Sadly,  China is already building such a digital authoritarian state, and countries such as Thailand, Vietnam, Sri Lanka, Ethiopia, Iran, Russia, Zambia and Zimbabwe are beginning to use chines surveillance technology. 

Read it all here.  What can be done?

Monday, July 9, 2018

Three Things You Should Know About NATO Before the NATO Summit

Later this week, NATO, our most important alliance, is having a summit.  In light of President Trump's disastrous behavior at the G-7 Summit--and the fact that Trump will be meeting with Putin right after the NATO Summit--there are growing concern in national security circles that Trump will use this as an opportunity to weaken the U.S. commitment to NATO.  The good news is that there are noises coming out of the White House and the department of Defense that all will be well.  We will see.

In the meantime, here are three things you should know before next week's summit.

1.  NATO Has Been a Tremendously Successful Alliance.  NATO is without doubt the most successful defense alliance in history.  It was created when a devastated and weak Western Europe was facing a strong Soviet Army.  The threat was real: the Soviet Union subverted a democratic government in Czechoslovakia, supported civil war in Greece, and supported emerging Communist political parties in France and Italy.  There was another problem as well--how to allow Germany reemerge as a normal nation without endangering the rest of Europe.
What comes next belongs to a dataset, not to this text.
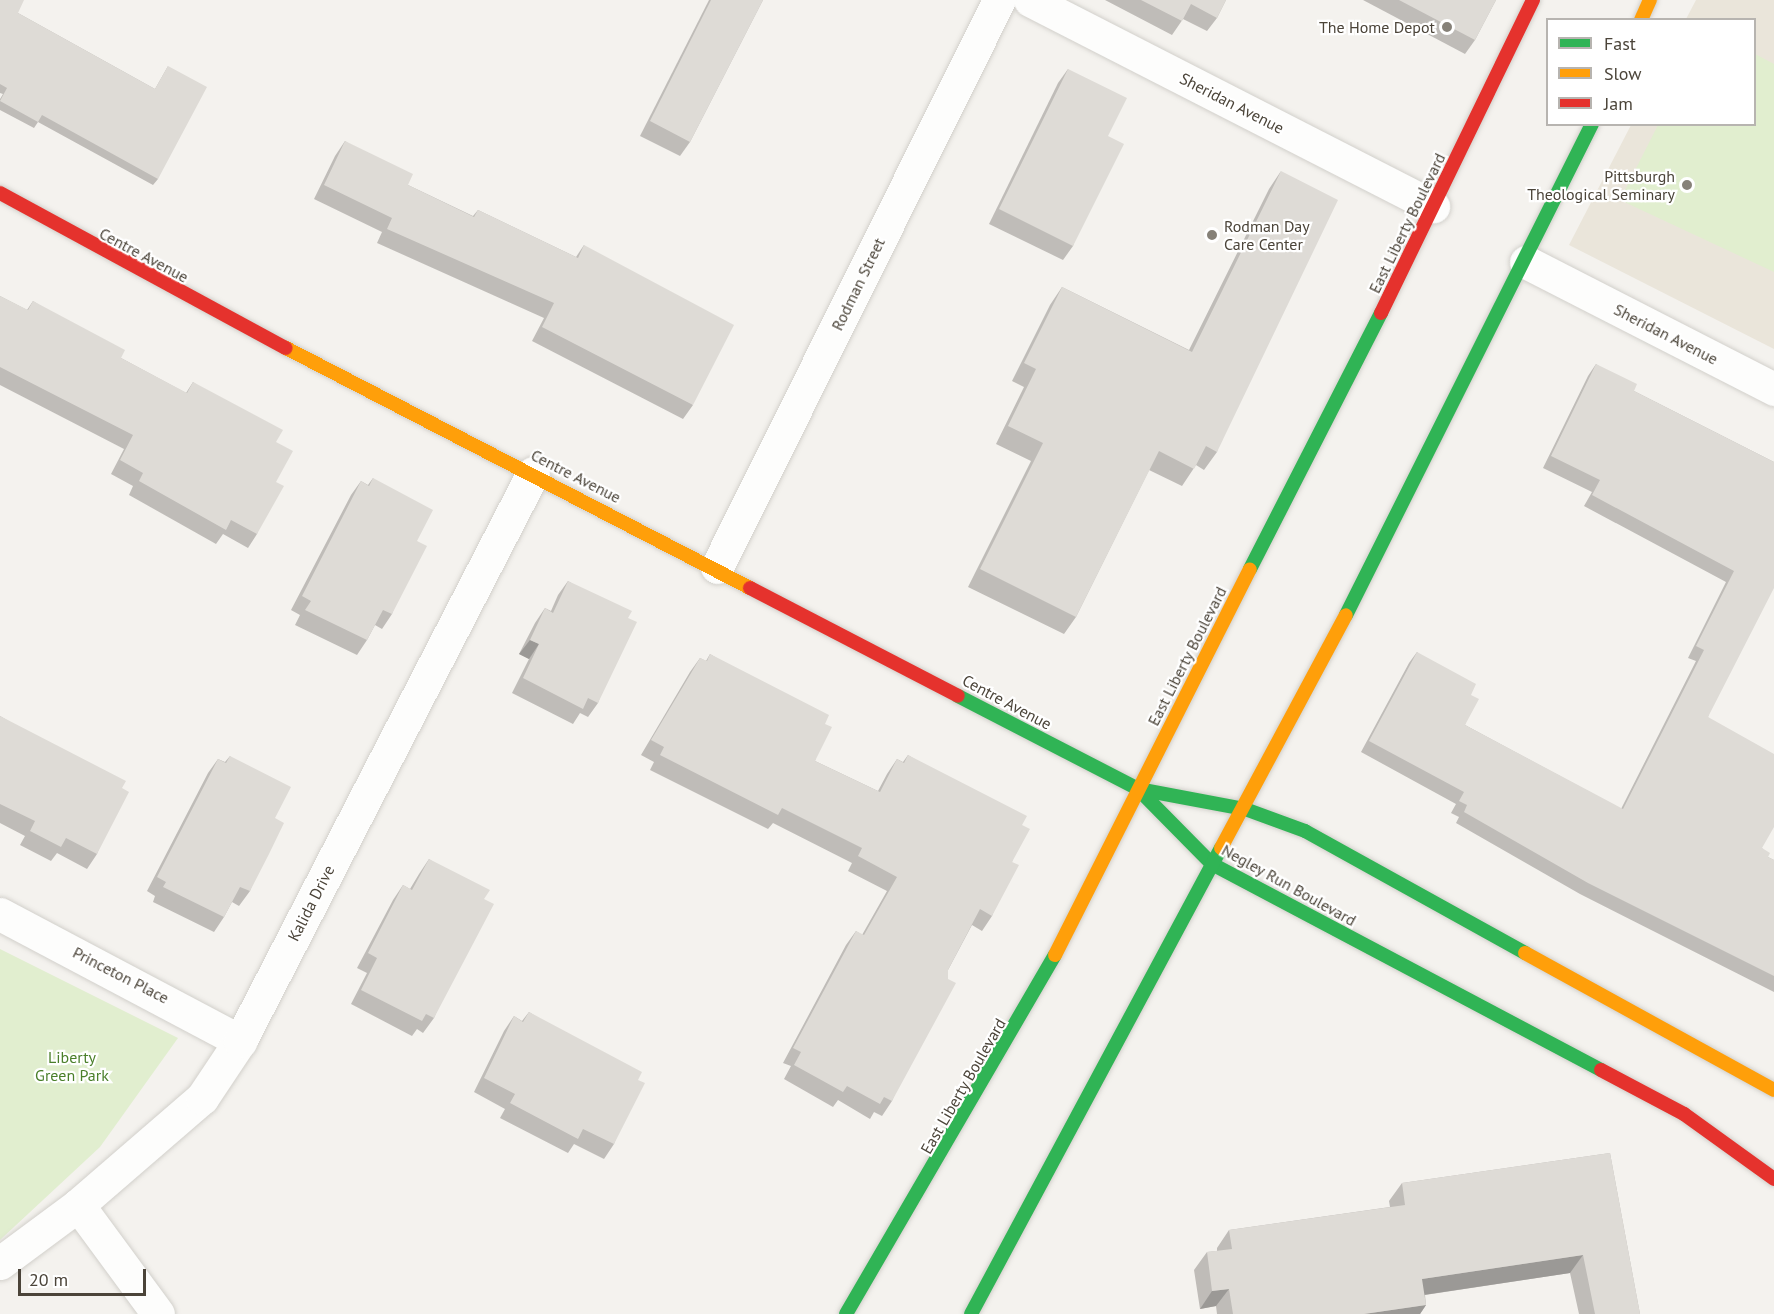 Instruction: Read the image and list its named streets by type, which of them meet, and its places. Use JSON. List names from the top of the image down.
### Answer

Looking back almost 70 years later, NATO can declare mission accomplished.  The Soviet Union collapsed of its own weight, and there has been no war among European nations in over 70 years.  This is the longest period of peace in European history.  This success resulted  virtually every former Warsaw Pact country now freed from tyranny seeking to join NATO.  They knew that collective security had worked for Western Europe, and they wanted assurance that their new independence would remain intact.

The people of Europe (both East and West) were obviously the beneficiaries of the peace and prosperity created the the stability created by this security alliance, but it also greatly benefited the United States.  The huge success of the U.S. economy after World War II is in large measure the result of increasing trade with the increasingly prosperous European economy.  In addition the peace meant that U.S. servicemembers did not need to fight and die in European conflicts. 
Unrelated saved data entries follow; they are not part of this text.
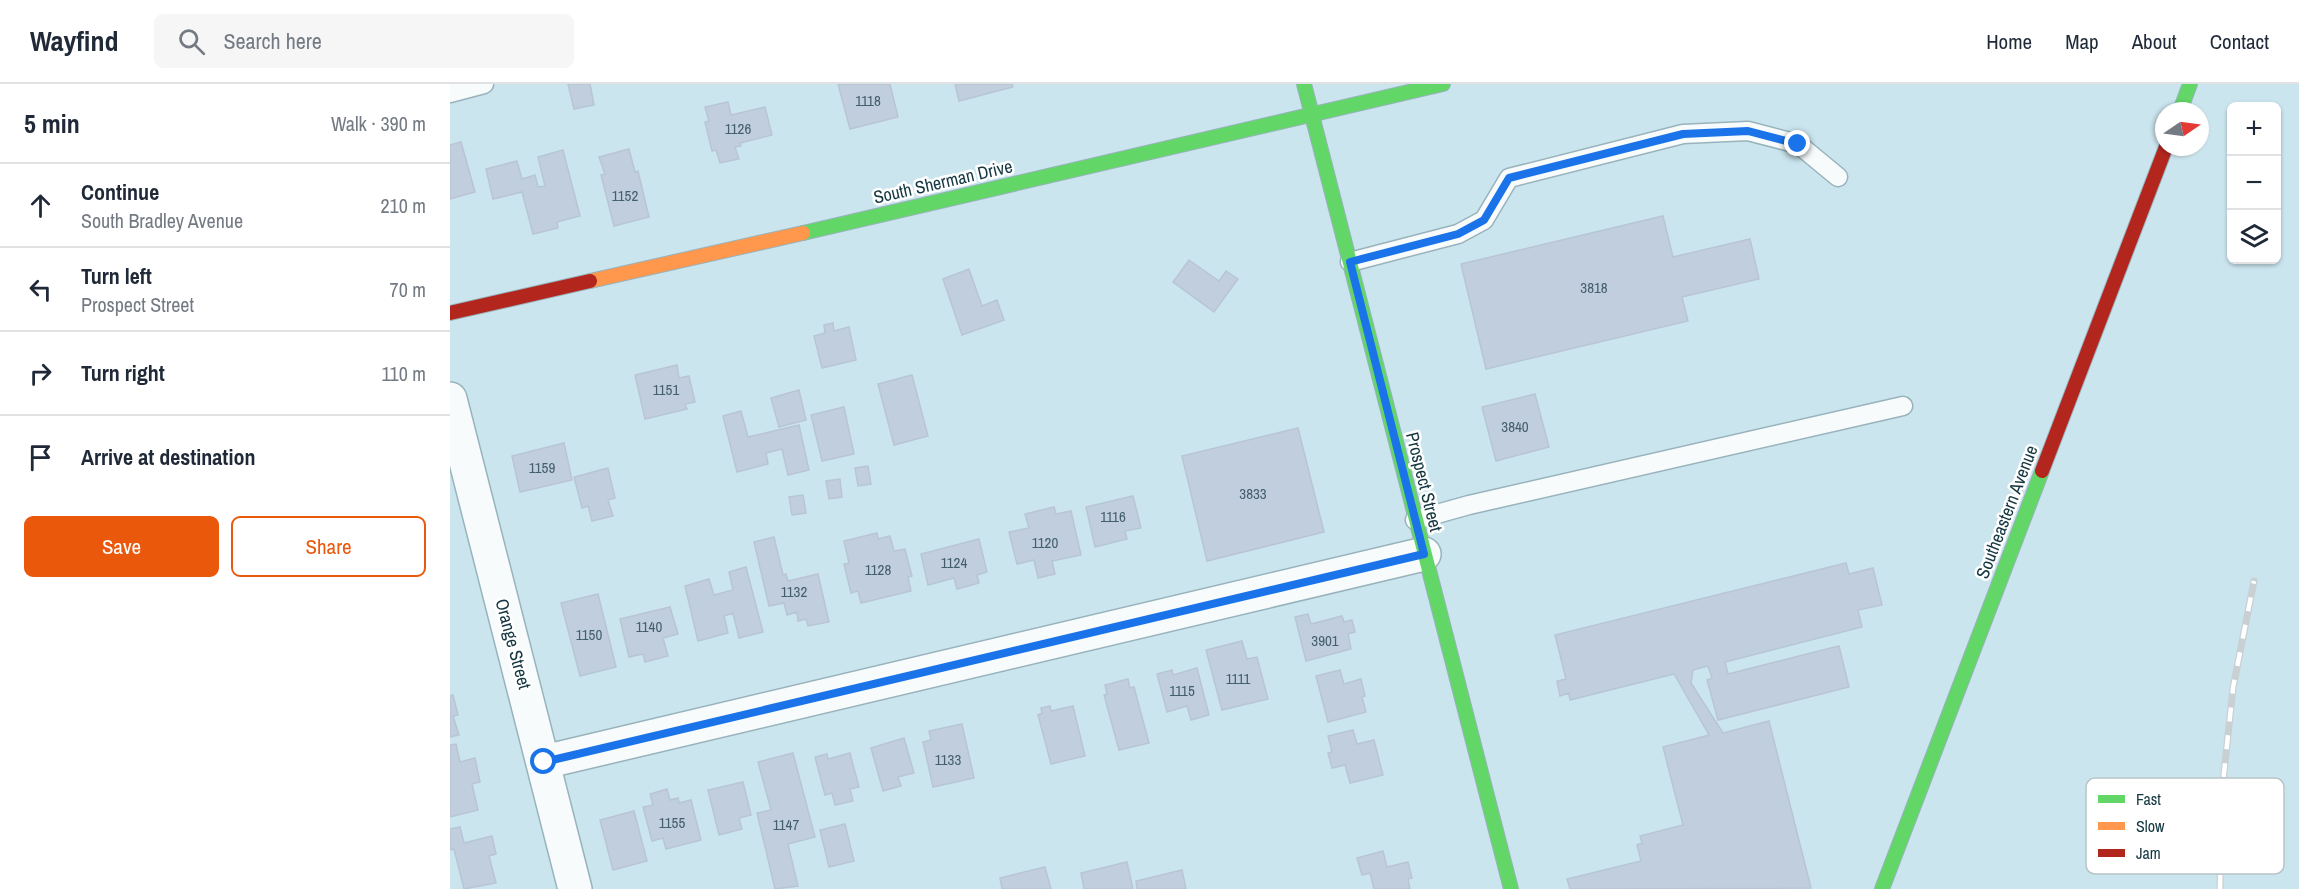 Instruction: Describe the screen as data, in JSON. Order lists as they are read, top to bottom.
{
  "streets": {
    "main road": ["South Sherman Drive", "Prospect Street", "Southeastern Avenue"],
    "street": ["Orange Street"]
  },
  "crossings": [
    ["South Sherman Drive", "Prospect Street"]
  ],
  "house_numbers": [
    "1118",
    "1126",
    "1152",
    "3818",
    "1151",
    "3840",
    "1159",
    "3833",
    "1116",
    "1120",
    "1124",
    "1128",
    "1132",
    "1140",
    "1150",
    "3901",
    "1111",
    "1115",
    "1133",
    "1155",
    "1147"
  ],
  "legend": ["Fast", "Slow", "Jam"],
  "north": "right",
  "page": {
    "header": "Wayfind",
    "search": "Search here",
    "nav": [
      "Home",
      "Map",
      "About",
      "Contact"
    ],
    "heading": ["5 min", "Walk · 390 m"],
    "map_buttons": ["+", "−"],
    "list": [
      ["Continue", "South Bradley Avenue", "210 m"],
      ["Turn left", "Prospect Street", "70 m"],
      ["Turn right", "110 m"],
      "Arrive at destination"
    ],
    "buttons": ["Save", "Share"]
  }
}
Moreover, our NATO allies came to our defense in the wake of September 11th attacks.  Indeed, the only time that NATO ever invoked the NATO Charter Article V collective defense agreement was to come to the aid of the United State after September 11th. The assistance was real--NATO AWACS aircraft with NATO crews helped secure U.S. airspace.  This assistance continued  NATO providing forces to the fight in Afghanistan.

2.  NATO Remains Vital to the U.S. National Security Interests Today.

NATO was created to deter a strong and assertive Soviet Union i the wake of World War II.  After the Cold War, many thought that NATO would become irrelevant, or at least would need to redefine its mission.  Indeed, in the early 1990's NATO began to change its focus from a deterrence mission to one focused on stability in Europe.  There was even talk of having Russia join NATO.

Alas, the old mission returns.  While Russia is not as powerful as the old Soviet Union, it remains a nuclear power with large military forces.  Moreover, in recent years it has been modernizing its military.  Even more disturbing, with Putin in power, it has become clear that Russia now has as a strategic aim the goal of "recapturing" the power in Europe that it lost when the Soviet Union collapsed.  So far, these efforts have been focused on the former Soviet states that are not in the European Union or NATO.  Russia has used military power in Georgia.  It used military power to seize Crimea from the Ukraine, and is providing military assistance to pro-Russian separatist in Eastern Ukraine.

While it has taken some hostile acts against NATO states--most notably an attack on Estonia's internet access-- so far it has declined to take aggressive action against NATO states.  But in light of its rhetoric about regaining what it lost, and its assertion of a right to protect Russian speaking peoples wherever they may live, many national security experts expect that Russia would take aggressive action (first against the Baltic States, but then elsewhere) should NATO be disbanded or the U.S. walk away from a firm commitment to collective defense.

Simply put, if we want a peaceful, stable, and democratic Europe, we need NATO.  As I argued in a previous post, any uncertainty about whether we will keep our commitment to defend NATO countries will increase the likelihood of war. History is full of examples that prove the point that deterrence only works if a potential adversary is persuaded that the political will exists to take action in response to aggression. The years before the beginning of World War II show Hitler testing the will of the world to respond to his aggression, and he acted to invade Poland when he calculated that there was no will to come to Poland's defense. In January 1950, Secretary of State Dean Acheson gave a speech at the National Press Club in which he publicly declared a defensive containment line against the "Communist menace" in Asia. South Korea was outside that line. Soon thereafter, North Korea invaded South Korea. And more recently, it appears that Saddam Hussein invaded Kuwait when the U.S. sent signals that it would not come to Kuwait's defense. In each case, uncertainty resulted in miscalculation, and miscalculation leads to war.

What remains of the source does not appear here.